ABOUT THIS TASK:
Write the entries out again exactly; any picture among them gets left out.

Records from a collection
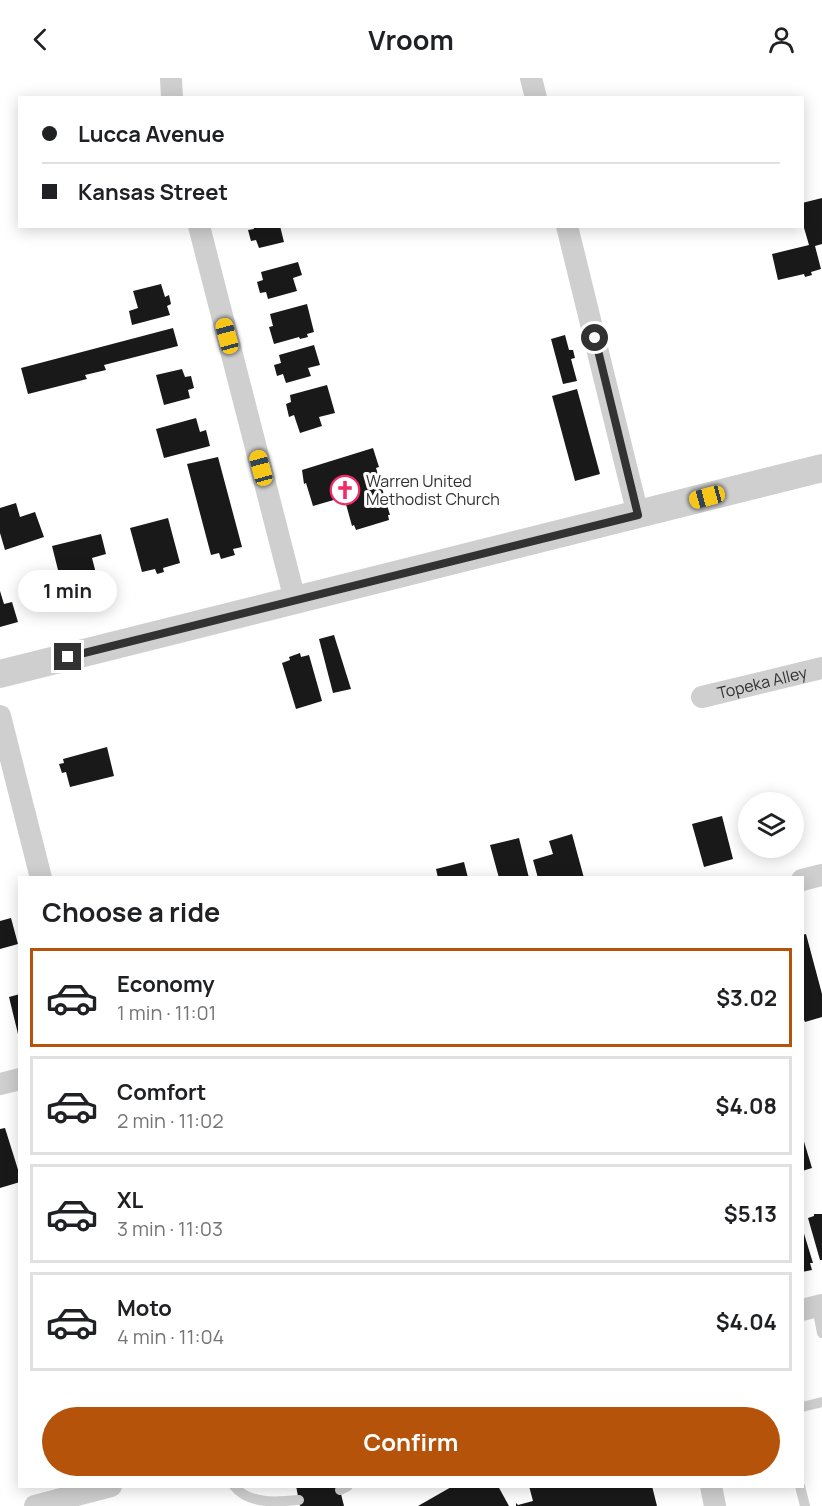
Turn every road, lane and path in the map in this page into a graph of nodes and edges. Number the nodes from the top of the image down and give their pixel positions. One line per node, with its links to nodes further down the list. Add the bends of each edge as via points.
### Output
1 (171, 78): 3 (street)
2 (531, 78): 4 (street)
3 (172, 96)
4 (536, 96)
5 (200, 228): 9 (street)
6 (567, 228): 8 (street)
7 (822, 468): 8 (street)
8 (638, 515): 9 (street)
9 (295, 600): 11 (street)
10 (822, 668): 12 (street, Topeka Alley)
11 (0, 674)
12 (702, 698)
13 (0, 716): 15 (street)
14 (822, 875): 16 (street)
15 (40, 876)
16 (804, 880)
17 (18, 1080): 18 (street)
18 (0, 1084)
19 (814, 1308): 20 (lane)
20 (822, 1333)
21 (822, 1402): 22 (lane)
22 (804, 1406)
23 (104, 1488): 28 (street)
24 (235, 1488): 27 (lane, via 248,1498)
25 (711, 1488): 29 (street)
26 (800, 1488): 30 (lane)
27 (299, 1500)
28 (36, 1506)
29 (715, 1506)
30 (805, 1506)

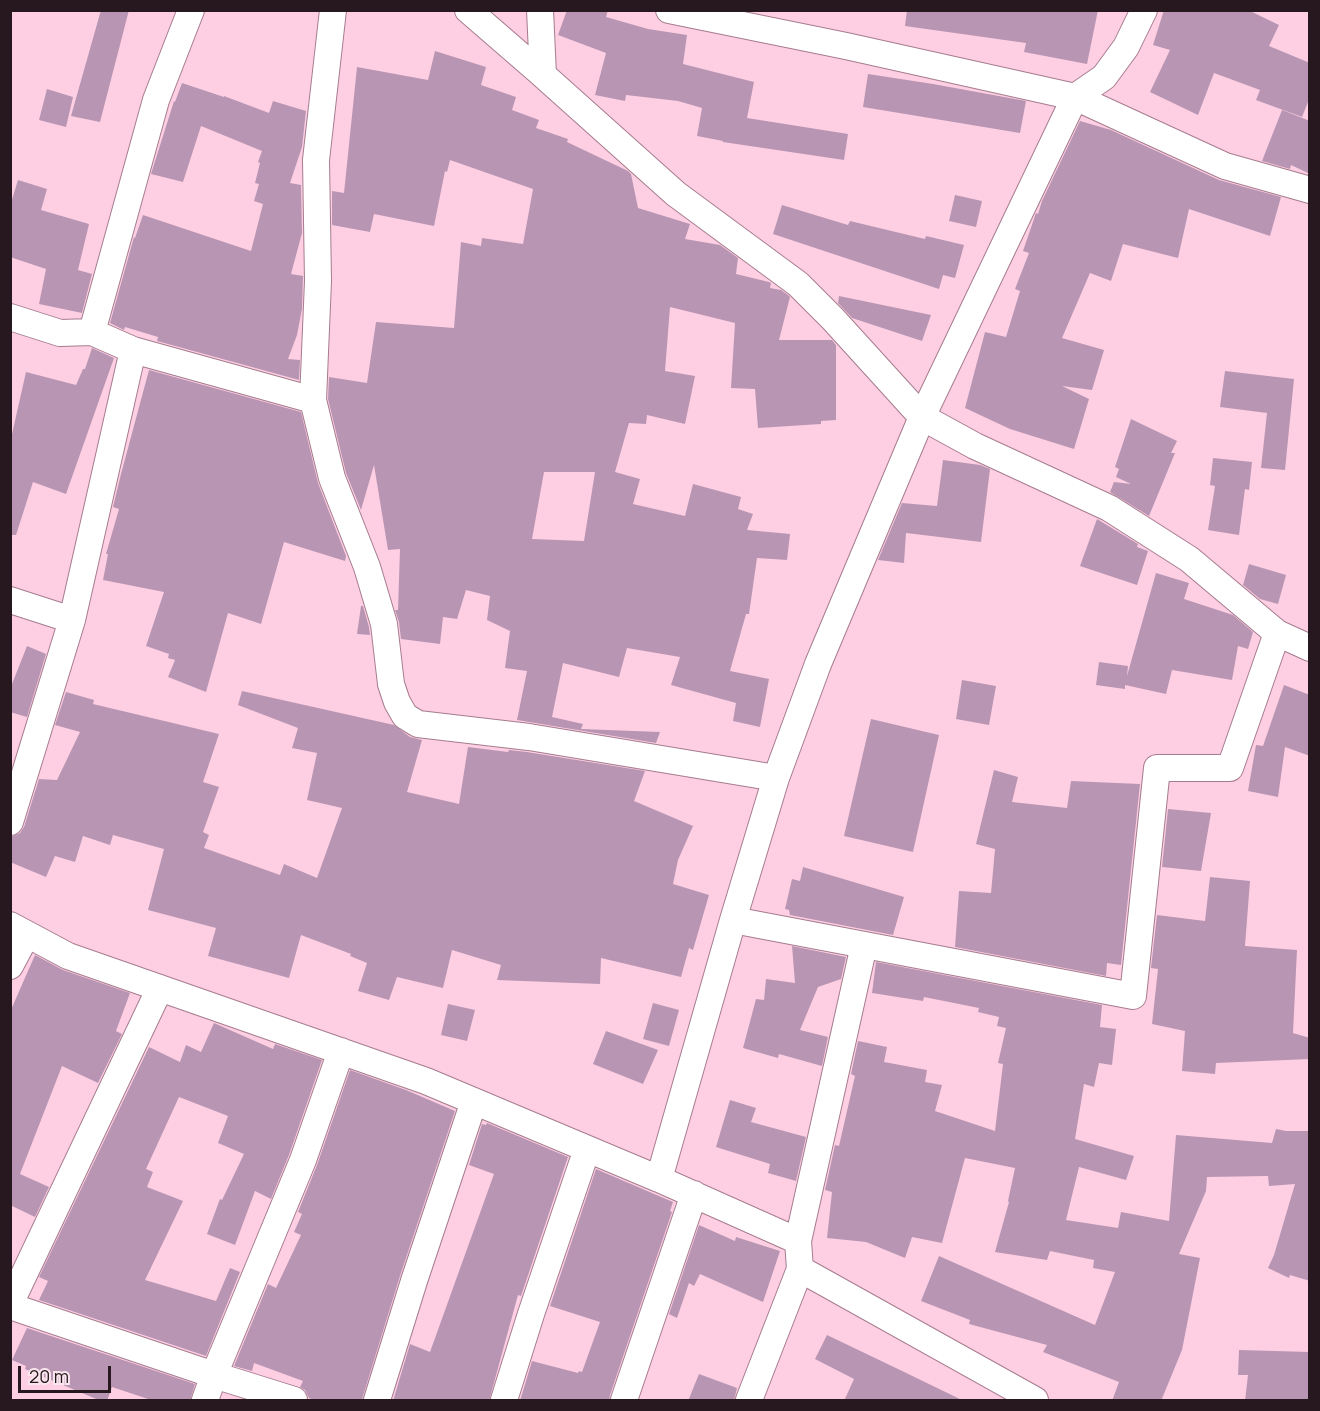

FINISHED EXERCISE:
Turn every road, lane and path in the map in this page into a graph of nodes and edges. Number the nodes from the top of the image down and give their pixel positions. One line per node, with its links to nodes further down the list. Add the bends of each edge as via points.
### Output
1 (171, 78): 3 (street)
2 (531, 78): 4 (street)
3 (172, 96)
4 (536, 96)
5 (200, 228): 9 (street)
6 (567, 228): 8 (street)
7 (822, 468): 8 (street)
8 (638, 515): 9 (street)
9 (295, 600): 11 (street)
10 (822, 668): 12 (street, Topeka Alley)
11 (0, 674)
12 (702, 698)
13 (0, 716): 15 (street)
14 (822, 875): 16 (street)
15 (40, 876)
16 (804, 880)
17 (18, 1080): 18 (street)
18 (0, 1084)
19 (814, 1308): 20 (lane)
20 (822, 1333)
21 (822, 1402): 22 (lane)
22 (804, 1406)
23 (104, 1488): 28 (street)
24 (235, 1488): 27 (lane, via 248,1498)
25 (711, 1488): 29 (street)
26 (800, 1488): 30 (lane)
27 (299, 1500)
28 (36, 1506)
29 (715, 1506)
30 (805, 1506)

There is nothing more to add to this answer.